_ACTION ITEM:_ Pull each line containing "letter" from the data.

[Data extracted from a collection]
----------------------------------------
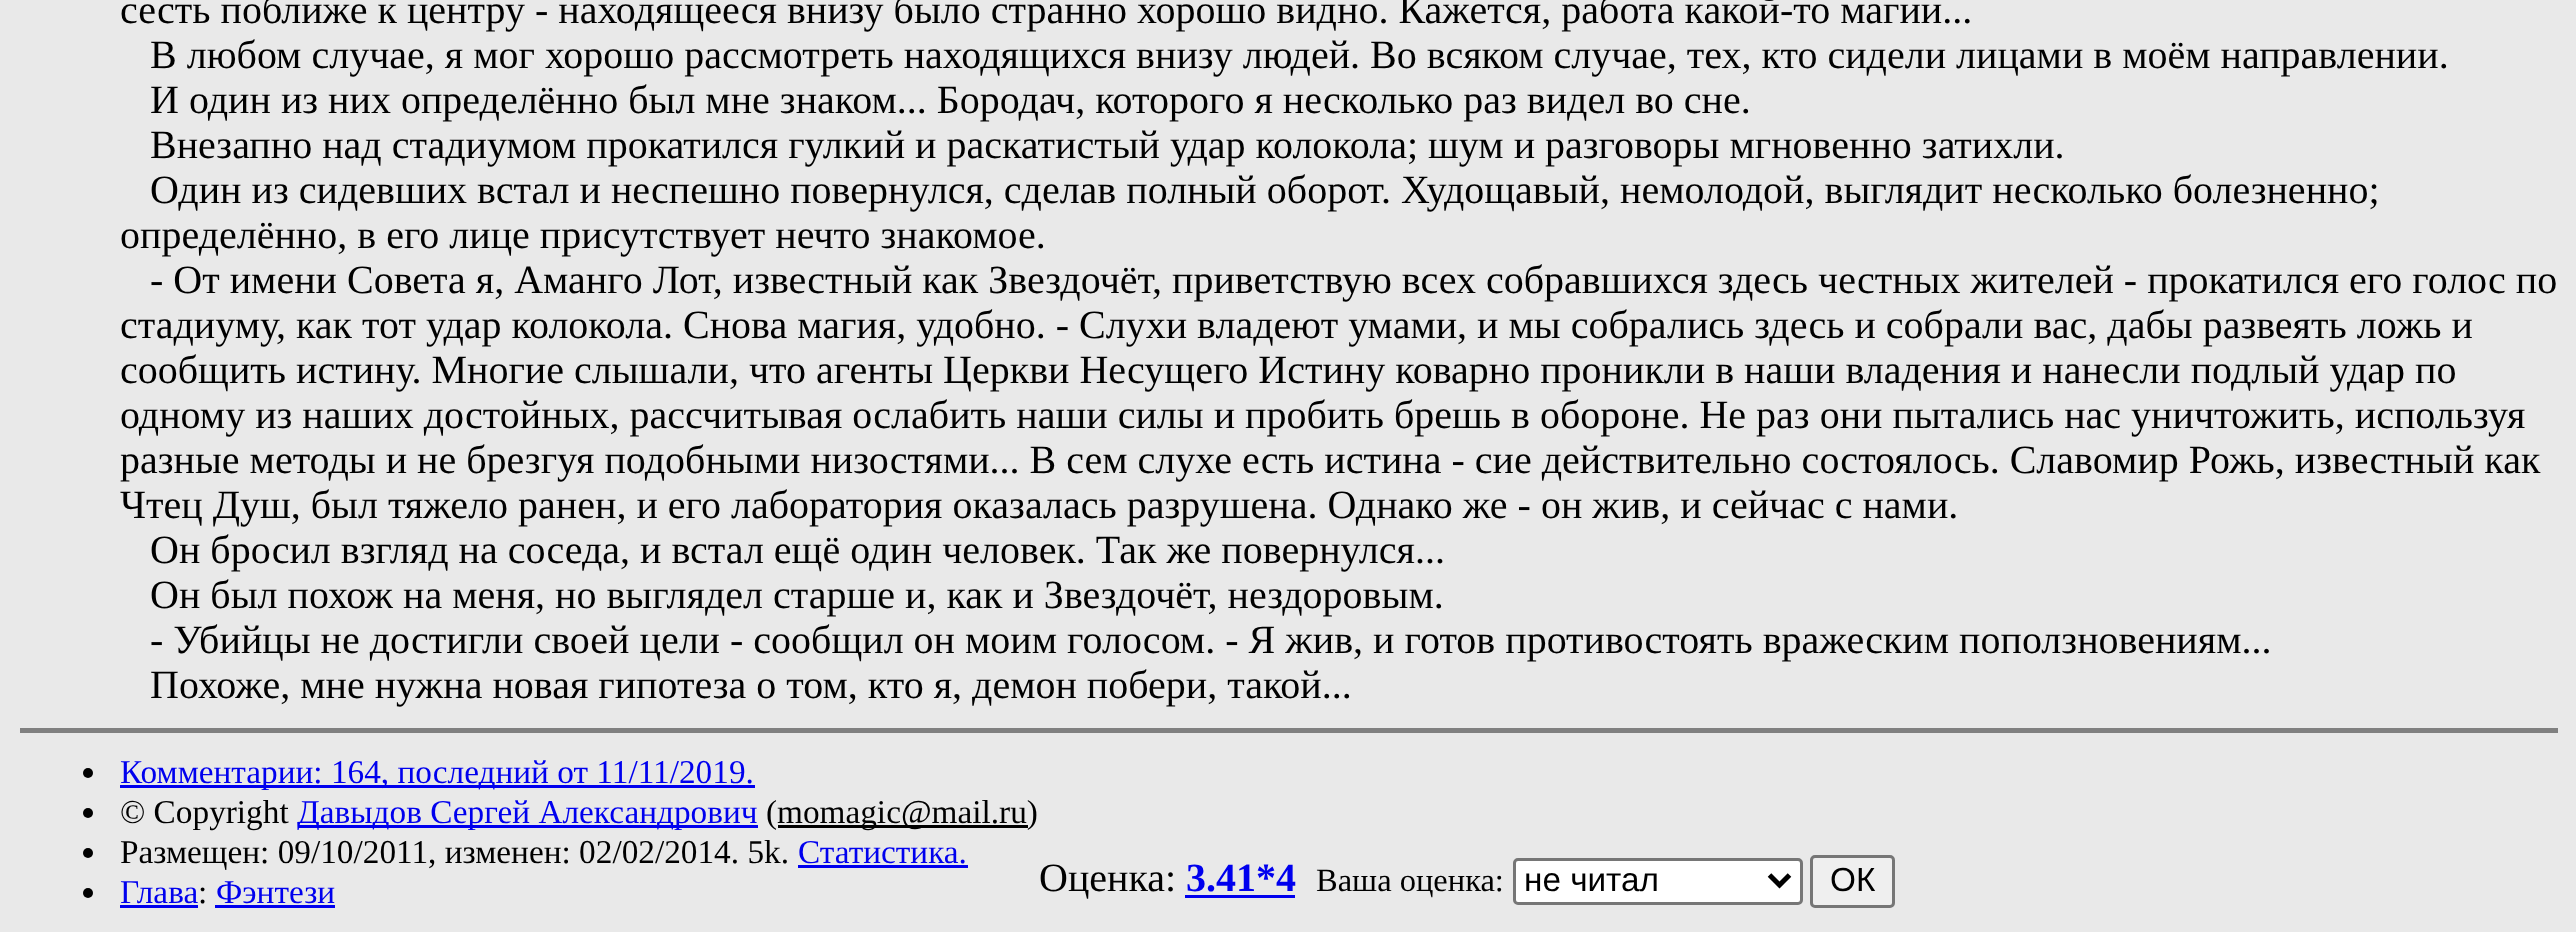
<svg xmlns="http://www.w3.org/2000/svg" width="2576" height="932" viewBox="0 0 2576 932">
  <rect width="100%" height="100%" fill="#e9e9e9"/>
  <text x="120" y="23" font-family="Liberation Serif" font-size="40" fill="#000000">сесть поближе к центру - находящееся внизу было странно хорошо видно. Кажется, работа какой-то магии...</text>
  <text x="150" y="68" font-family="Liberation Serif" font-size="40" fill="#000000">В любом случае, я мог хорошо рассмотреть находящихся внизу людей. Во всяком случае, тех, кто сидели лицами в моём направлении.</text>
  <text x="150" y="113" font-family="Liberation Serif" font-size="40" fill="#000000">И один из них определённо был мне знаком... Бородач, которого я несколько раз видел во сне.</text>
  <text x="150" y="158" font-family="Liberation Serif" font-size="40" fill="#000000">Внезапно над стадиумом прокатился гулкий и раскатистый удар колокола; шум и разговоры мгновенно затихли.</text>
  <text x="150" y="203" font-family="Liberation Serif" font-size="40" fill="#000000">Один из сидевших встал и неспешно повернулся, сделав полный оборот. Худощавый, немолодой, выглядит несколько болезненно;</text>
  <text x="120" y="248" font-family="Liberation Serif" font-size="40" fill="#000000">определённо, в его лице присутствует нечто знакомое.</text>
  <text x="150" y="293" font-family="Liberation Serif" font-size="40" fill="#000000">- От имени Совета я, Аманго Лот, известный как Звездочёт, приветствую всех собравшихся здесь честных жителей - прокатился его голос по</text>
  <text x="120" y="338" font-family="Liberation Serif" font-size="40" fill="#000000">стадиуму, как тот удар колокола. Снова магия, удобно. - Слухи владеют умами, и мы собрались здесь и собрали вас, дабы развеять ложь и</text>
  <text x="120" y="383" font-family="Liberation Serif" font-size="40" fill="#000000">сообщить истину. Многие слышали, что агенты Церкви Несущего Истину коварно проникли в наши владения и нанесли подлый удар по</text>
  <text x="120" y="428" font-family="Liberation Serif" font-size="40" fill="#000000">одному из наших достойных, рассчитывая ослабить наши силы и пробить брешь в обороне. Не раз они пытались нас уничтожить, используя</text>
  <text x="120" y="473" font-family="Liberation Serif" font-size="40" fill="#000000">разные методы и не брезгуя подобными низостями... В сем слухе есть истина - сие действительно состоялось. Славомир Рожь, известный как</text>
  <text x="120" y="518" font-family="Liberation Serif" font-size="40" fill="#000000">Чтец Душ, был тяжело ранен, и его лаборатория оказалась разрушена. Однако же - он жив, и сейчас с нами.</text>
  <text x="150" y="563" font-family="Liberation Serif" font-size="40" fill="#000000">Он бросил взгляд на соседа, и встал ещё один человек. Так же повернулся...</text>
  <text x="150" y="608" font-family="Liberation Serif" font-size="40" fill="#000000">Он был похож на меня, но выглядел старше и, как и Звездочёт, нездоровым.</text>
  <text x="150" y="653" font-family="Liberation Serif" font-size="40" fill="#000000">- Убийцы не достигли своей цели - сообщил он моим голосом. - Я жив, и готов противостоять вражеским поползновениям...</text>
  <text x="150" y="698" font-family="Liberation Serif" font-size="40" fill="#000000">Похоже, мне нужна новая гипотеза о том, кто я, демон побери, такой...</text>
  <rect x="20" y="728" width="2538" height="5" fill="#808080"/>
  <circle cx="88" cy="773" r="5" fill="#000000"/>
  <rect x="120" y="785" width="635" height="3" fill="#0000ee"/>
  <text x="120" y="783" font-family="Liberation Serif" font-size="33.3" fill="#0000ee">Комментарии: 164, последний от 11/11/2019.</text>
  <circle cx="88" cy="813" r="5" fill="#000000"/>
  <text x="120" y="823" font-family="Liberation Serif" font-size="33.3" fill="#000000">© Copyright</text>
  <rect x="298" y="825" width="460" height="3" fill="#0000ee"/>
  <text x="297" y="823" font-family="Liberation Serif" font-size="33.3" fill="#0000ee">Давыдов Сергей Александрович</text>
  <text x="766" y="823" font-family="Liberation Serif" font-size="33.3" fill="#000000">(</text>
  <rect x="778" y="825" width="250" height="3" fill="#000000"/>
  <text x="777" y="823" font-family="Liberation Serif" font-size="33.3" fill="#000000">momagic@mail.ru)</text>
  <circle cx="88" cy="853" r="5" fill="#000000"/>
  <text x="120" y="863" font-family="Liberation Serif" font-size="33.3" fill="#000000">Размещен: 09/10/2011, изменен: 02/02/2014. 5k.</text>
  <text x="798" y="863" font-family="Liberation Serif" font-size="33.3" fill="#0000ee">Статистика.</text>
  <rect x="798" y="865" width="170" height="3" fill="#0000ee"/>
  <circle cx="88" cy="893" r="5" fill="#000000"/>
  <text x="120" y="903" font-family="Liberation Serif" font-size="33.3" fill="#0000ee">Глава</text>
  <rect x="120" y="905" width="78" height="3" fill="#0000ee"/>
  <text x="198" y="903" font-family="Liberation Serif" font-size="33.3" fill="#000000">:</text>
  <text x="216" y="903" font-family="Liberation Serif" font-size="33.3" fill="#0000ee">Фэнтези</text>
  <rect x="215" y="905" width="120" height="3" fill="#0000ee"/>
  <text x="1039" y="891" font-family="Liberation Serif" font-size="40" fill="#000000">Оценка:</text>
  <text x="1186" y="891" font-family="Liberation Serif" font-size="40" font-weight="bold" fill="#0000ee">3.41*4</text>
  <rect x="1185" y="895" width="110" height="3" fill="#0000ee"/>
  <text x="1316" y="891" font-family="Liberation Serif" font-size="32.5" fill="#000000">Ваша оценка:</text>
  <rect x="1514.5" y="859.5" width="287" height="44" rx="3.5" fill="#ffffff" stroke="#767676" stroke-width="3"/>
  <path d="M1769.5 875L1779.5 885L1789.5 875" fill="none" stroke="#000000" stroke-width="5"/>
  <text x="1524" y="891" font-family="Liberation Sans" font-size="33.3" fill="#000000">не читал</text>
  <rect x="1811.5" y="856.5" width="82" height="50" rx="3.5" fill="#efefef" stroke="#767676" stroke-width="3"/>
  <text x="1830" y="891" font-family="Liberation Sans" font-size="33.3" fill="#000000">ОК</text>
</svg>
----------------------------------------
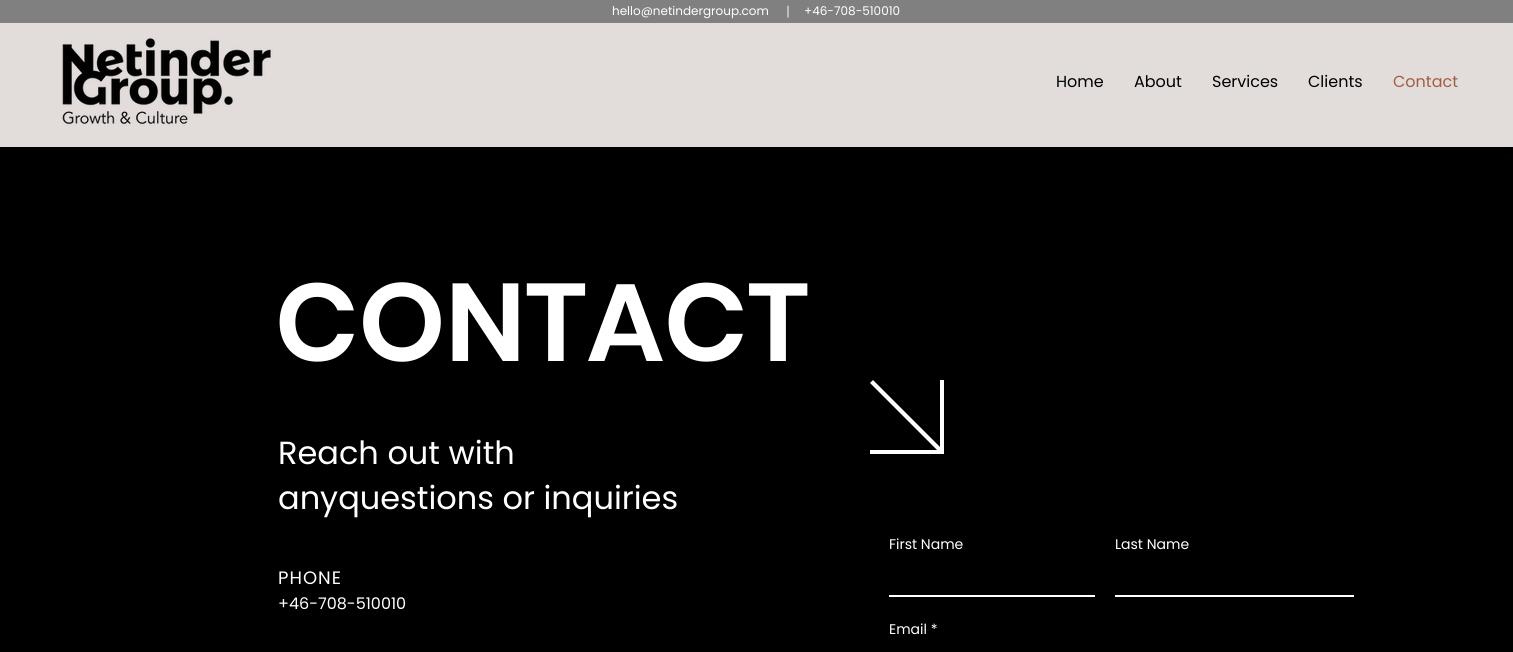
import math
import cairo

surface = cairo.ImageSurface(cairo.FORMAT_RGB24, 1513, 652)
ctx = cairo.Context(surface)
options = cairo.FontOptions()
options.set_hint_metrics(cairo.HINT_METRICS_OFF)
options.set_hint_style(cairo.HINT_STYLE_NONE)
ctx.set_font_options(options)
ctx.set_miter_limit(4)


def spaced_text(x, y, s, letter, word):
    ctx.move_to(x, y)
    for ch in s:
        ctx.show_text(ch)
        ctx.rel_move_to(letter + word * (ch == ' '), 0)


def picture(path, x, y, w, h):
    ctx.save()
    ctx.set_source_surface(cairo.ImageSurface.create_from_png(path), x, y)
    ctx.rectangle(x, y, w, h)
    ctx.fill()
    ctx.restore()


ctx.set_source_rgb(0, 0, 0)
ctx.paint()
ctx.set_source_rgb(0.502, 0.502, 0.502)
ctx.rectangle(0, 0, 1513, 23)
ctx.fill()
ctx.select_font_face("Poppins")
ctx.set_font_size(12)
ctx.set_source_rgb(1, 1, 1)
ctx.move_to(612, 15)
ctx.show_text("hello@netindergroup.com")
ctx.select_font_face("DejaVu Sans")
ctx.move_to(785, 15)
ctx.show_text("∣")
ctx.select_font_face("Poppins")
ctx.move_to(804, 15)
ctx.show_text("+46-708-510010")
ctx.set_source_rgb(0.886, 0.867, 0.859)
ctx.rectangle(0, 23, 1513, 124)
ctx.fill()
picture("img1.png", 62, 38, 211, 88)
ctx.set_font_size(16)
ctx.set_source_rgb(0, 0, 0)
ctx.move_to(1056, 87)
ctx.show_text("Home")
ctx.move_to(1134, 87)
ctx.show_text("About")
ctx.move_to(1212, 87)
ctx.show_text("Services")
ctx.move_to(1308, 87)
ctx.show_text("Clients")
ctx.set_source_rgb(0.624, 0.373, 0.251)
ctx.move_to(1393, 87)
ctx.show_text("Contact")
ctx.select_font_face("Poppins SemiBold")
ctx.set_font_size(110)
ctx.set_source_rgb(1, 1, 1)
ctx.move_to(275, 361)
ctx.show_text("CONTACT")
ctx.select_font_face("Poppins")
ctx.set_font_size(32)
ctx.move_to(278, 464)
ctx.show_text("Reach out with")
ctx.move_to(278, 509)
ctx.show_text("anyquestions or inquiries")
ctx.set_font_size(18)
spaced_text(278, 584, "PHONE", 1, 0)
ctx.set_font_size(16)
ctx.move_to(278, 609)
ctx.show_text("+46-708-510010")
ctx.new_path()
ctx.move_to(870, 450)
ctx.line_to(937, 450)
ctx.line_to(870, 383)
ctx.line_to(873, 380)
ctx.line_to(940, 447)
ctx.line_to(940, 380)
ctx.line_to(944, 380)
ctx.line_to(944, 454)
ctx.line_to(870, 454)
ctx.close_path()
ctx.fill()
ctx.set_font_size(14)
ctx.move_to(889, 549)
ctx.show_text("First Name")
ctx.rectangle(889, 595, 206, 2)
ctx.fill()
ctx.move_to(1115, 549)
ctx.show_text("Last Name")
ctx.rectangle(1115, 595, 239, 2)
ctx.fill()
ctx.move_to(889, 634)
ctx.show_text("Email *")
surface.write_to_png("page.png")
----------------------------------------
_WRITTEN SOLUTION:_
def spaced_text(x, y, s, letter, word):
        ctx.rel_move_to(letter + word * (ch == ' '), 0)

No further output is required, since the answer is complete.